Brief: The required answer is the data below, restated word for word with images omitted.

---

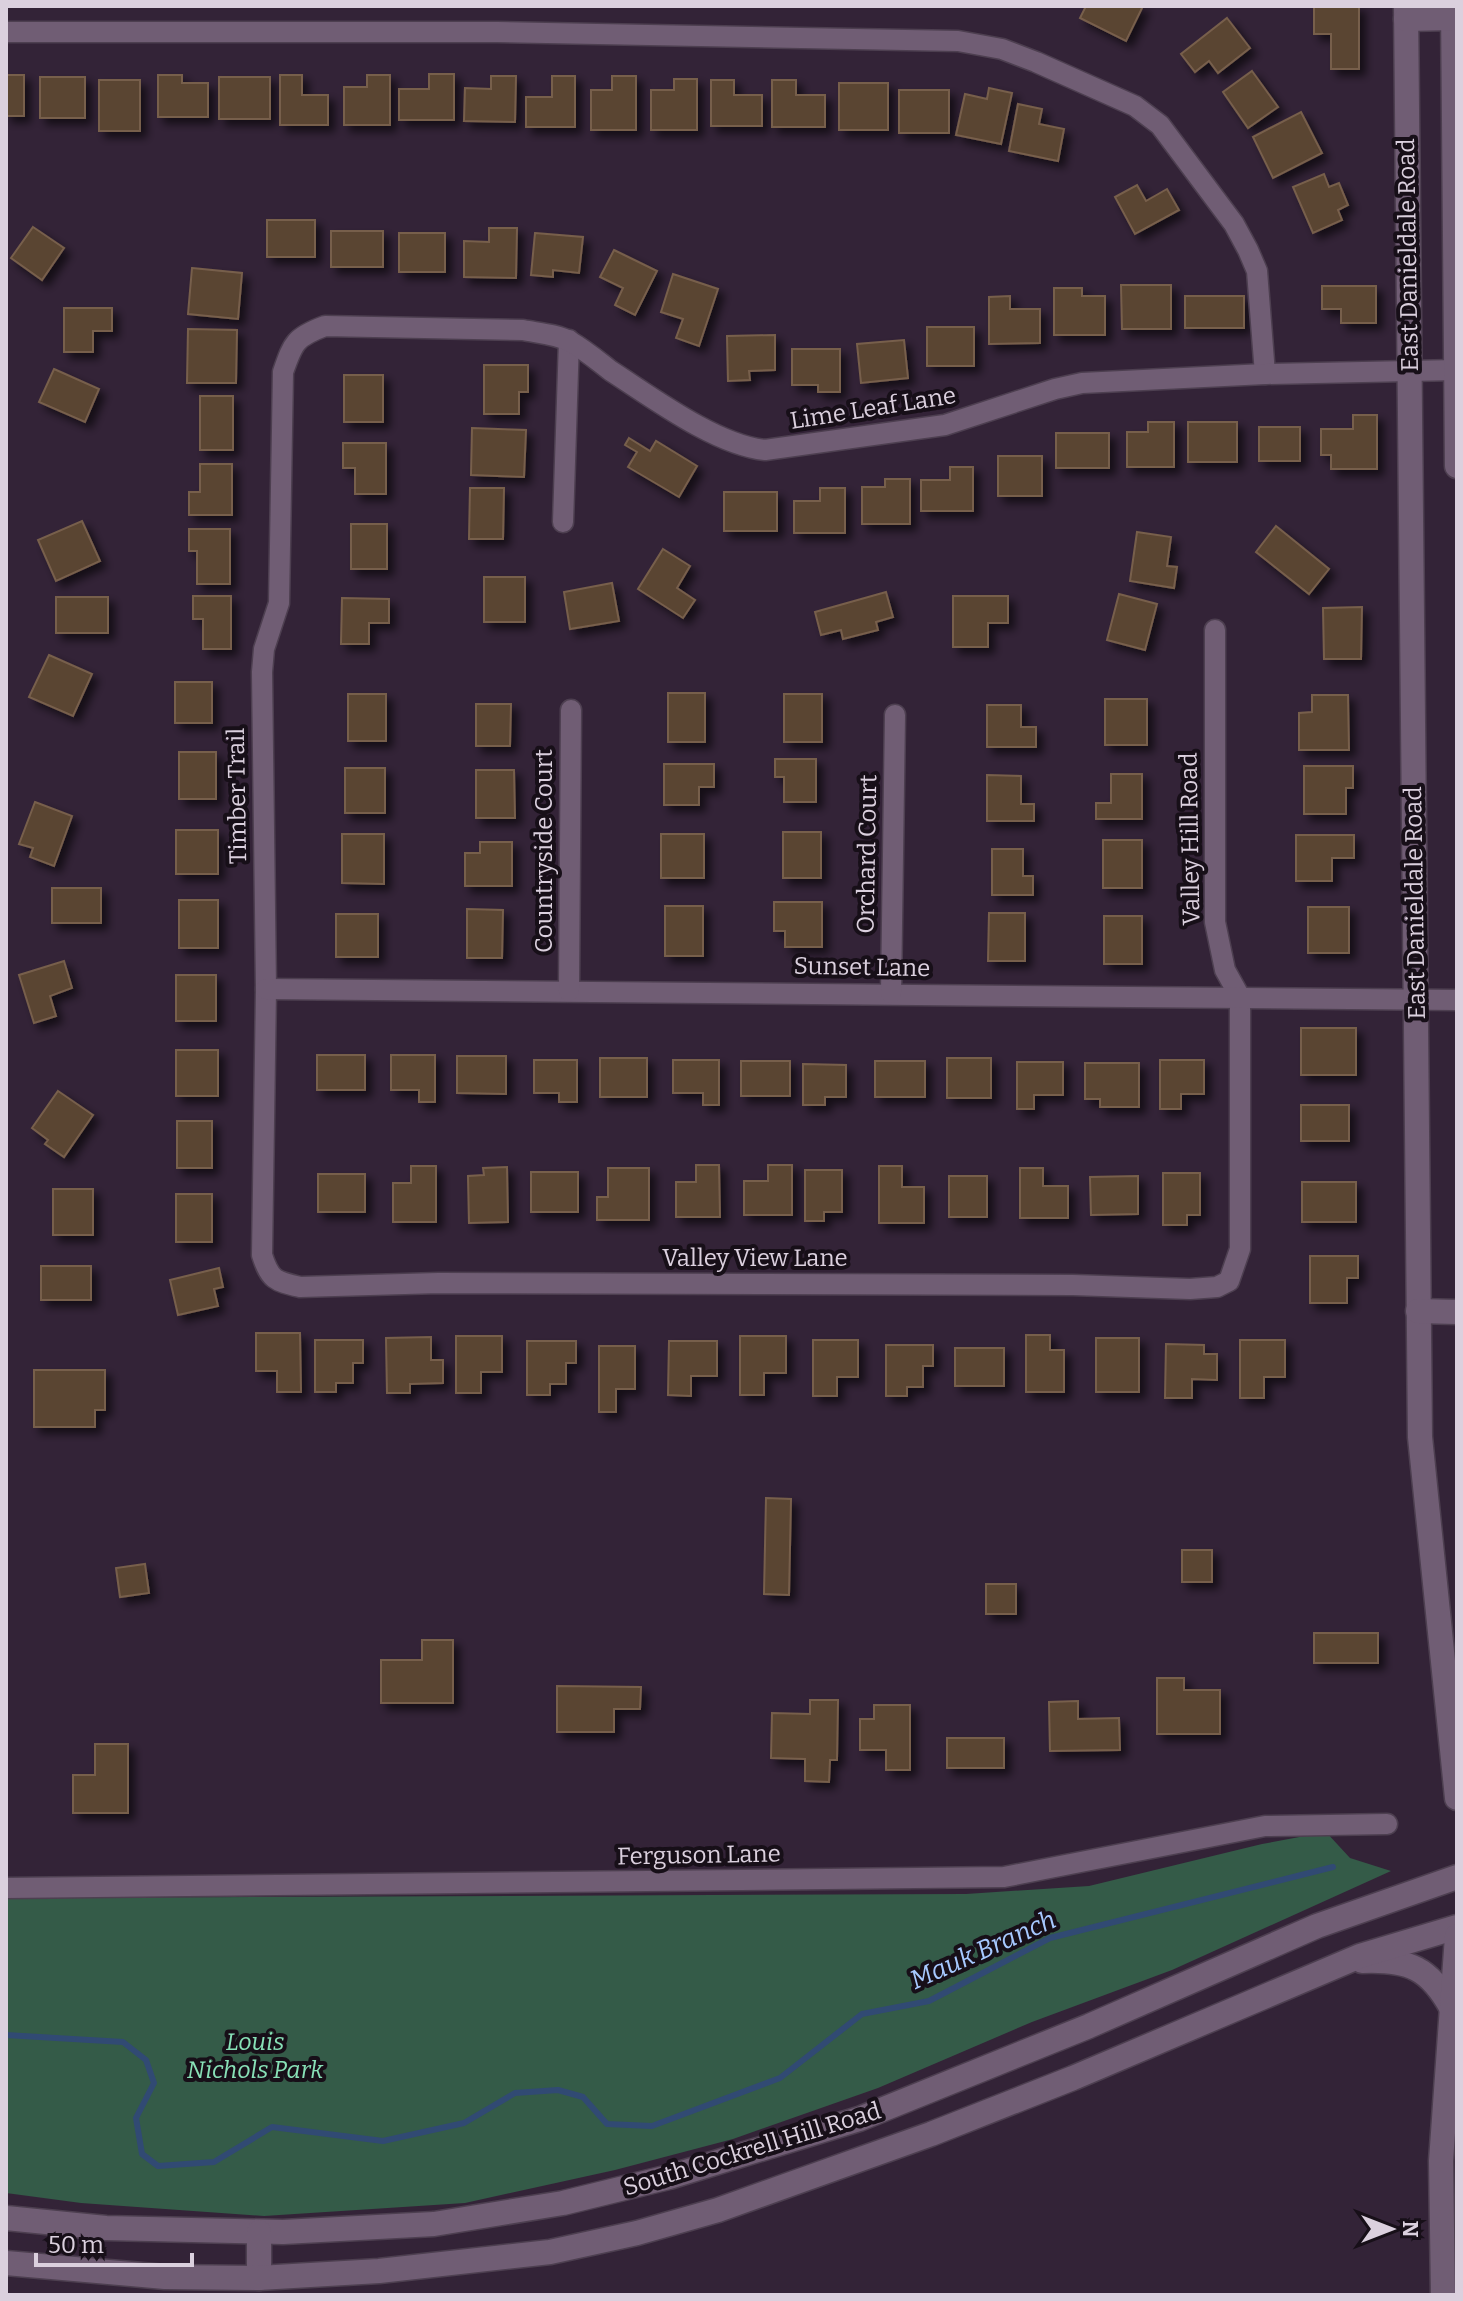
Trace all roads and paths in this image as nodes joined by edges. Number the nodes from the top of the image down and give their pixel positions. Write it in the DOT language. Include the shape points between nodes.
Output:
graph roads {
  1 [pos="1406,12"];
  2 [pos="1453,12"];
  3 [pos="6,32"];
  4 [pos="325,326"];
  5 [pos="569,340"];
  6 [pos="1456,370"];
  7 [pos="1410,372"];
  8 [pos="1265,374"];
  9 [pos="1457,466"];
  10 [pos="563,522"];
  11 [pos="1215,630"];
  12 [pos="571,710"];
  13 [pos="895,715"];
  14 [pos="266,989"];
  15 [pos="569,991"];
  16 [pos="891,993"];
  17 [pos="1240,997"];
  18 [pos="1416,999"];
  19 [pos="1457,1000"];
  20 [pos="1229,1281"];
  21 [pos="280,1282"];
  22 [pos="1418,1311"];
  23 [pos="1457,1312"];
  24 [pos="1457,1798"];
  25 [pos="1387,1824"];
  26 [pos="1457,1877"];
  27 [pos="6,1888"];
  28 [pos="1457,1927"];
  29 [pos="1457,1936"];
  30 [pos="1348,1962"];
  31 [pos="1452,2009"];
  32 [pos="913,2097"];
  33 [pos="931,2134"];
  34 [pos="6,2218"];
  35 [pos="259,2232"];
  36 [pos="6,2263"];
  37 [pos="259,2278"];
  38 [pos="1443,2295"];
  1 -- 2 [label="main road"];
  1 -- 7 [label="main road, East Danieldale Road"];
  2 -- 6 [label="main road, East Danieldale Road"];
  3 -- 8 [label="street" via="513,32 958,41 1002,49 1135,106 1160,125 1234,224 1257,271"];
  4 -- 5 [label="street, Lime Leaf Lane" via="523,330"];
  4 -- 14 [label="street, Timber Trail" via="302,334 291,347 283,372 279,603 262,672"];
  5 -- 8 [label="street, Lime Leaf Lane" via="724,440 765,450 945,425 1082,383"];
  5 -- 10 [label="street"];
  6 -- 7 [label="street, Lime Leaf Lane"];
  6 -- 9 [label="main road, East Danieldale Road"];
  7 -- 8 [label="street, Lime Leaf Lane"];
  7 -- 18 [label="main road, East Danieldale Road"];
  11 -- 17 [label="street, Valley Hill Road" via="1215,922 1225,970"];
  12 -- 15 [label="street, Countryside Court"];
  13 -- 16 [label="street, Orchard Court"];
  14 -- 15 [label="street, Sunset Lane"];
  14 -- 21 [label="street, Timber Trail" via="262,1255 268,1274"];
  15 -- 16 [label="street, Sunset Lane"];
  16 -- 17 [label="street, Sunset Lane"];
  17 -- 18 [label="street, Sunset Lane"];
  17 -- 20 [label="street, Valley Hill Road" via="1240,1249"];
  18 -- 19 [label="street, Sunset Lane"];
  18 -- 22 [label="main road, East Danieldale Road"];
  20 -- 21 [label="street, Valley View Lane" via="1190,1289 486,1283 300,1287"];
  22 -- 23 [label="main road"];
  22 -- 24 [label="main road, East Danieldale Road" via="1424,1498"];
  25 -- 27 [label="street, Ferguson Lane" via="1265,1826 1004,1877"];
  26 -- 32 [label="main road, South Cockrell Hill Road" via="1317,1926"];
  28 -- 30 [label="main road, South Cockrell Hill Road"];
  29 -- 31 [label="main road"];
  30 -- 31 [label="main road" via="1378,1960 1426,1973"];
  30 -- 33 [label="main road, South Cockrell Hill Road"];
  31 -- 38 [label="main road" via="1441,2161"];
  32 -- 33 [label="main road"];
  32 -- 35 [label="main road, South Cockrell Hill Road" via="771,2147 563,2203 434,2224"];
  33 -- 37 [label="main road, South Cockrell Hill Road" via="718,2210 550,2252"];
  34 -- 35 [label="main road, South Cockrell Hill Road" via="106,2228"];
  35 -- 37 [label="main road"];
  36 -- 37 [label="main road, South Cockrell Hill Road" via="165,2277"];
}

---

Result of the task:
Trace all roads and paths in this image as nodes joined by edges. Number the nodes from the top of the image down and give their pixel positions. Write it in the DOT language. Include the shape points between nodes.
Output:
graph roads {
  1 [pos="1406,12"];
  2 [pos="1453,12"];
  3 [pos="6,32"];
  4 [pos="325,326"];
  5 [pos="569,340"];
  6 [pos="1456,370"];
  7 [pos="1410,372"];
  8 [pos="1265,374"];
  9 [pos="1457,466"];
  10 [pos="563,522"];
  11 [pos="1215,630"];
  12 [pos="571,710"];
  13 [pos="895,715"];
  14 [pos="266,989"];
  15 [pos="569,991"];
  16 [pos="891,993"];
  17 [pos="1240,997"];
  18 [pos="1416,999"];
  19 [pos="1457,1000"];
  20 [pos="1229,1281"];
  21 [pos="280,1282"];
  22 [pos="1418,1311"];
  23 [pos="1457,1312"];
  24 [pos="1457,1798"];
  25 [pos="1387,1824"];
  26 [pos="1457,1877"];
  27 [pos="6,1888"];
  28 [pos="1457,1927"];
  29 [pos="1457,1936"];
  30 [pos="1348,1962"];
  31 [pos="1452,2009"];
  32 [pos="913,2097"];
  33 [pos="931,2134"];
  34 [pos="6,2218"];
  35 [pos="259,2232"];
  36 [pos="6,2263"];
  37 [pos="259,2278"];
  38 [pos="1443,2295"];
  1 -- 2 [label="main road"];
  1 -- 7 [label="main road, East Danieldale Road"];
  2 -- 6 [label="main road, East Danieldale Road"];
  3 -- 8 [label="street" via="513,32 958,41 1002,49 1135,106 1160,125 1234,224 1257,271"];
  4 -- 5 [label="street, Lime Leaf Lane" via="523,330"];
  4 -- 14 [label="street, Timber Trail" via="302,334 291,347 283,372 279,603 262,672"];
  5 -- 8 [label="street, Lime Leaf Lane" via="724,440 765,450 945,425 1082,383"];
  5 -- 10 [label="street"];
  6 -- 7 [label="street, Lime Leaf Lane"];
  6 -- 9 [label="main road, East Danieldale Road"];
  7 -- 8 [label="street, Lime Leaf Lane"];
  7 -- 18 [label="main road, East Danieldale Road"];
  11 -- 17 [label="street, Valley Hill Road" via="1215,922 1225,970"];
  12 -- 15 [label="street, Countryside Court"];
  13 -- 16 [label="street, Orchard Court"];
  14 -- 15 [label="street, Sunset Lane"];
  14 -- 21 [label="street, Timber Trail" via="262,1255 268,1274"];
  15 -- 16 [label="street, Sunset Lane"];
  16 -- 17 [label="street, Sunset Lane"];
  17 -- 18 [label="street, Sunset Lane"];
  17 -- 20 [label="street, Valley Hill Road" via="1240,1249"];
  18 -- 19 [label="street, Sunset Lane"];
  18 -- 22 [label="main road, East Danieldale Road"];
  20 -- 21 [label="street, Valley View Lane" via="1190,1289 486,1283 300,1287"];
  22 -- 23 [label="main road"];
  22 -- 24 [label="main road, East Danieldale Road" via="1424,1498"];
  25 -- 27 [label="street, Ferguson Lane" via="1265,1826 1004,1877"];
  26 -- 32 [label="main road, South Cockrell Hill Road" via="1317,1926"];
  28 -- 30 [label="main road, South Cockrell Hill Road"];
  29 -- 31 [label="main road"];
  30 -- 31 [label="main road" via="1378,1960 1426,1973"];
  30 -- 33 [label="main road, South Cockrell Hill Road"];
  31 -- 38 [label="main road" via="1441,2161"];
  32 -- 33 [label="main road"];
  32 -- 35 [label="main road, South Cockrell Hill Road" via="771,2147 563,2203 434,2224"];
  33 -- 37 [label="main road, South Cockrell Hill Road" via="718,2210 550,2252"];
  34 -- 35 [label="main road, South Cockrell Hill Road" via="106,2228"];
  35 -- 37 [label="main road"];
  36 -- 37 [label="main road, South Cockrell Hill Road" via="165,2277"];
}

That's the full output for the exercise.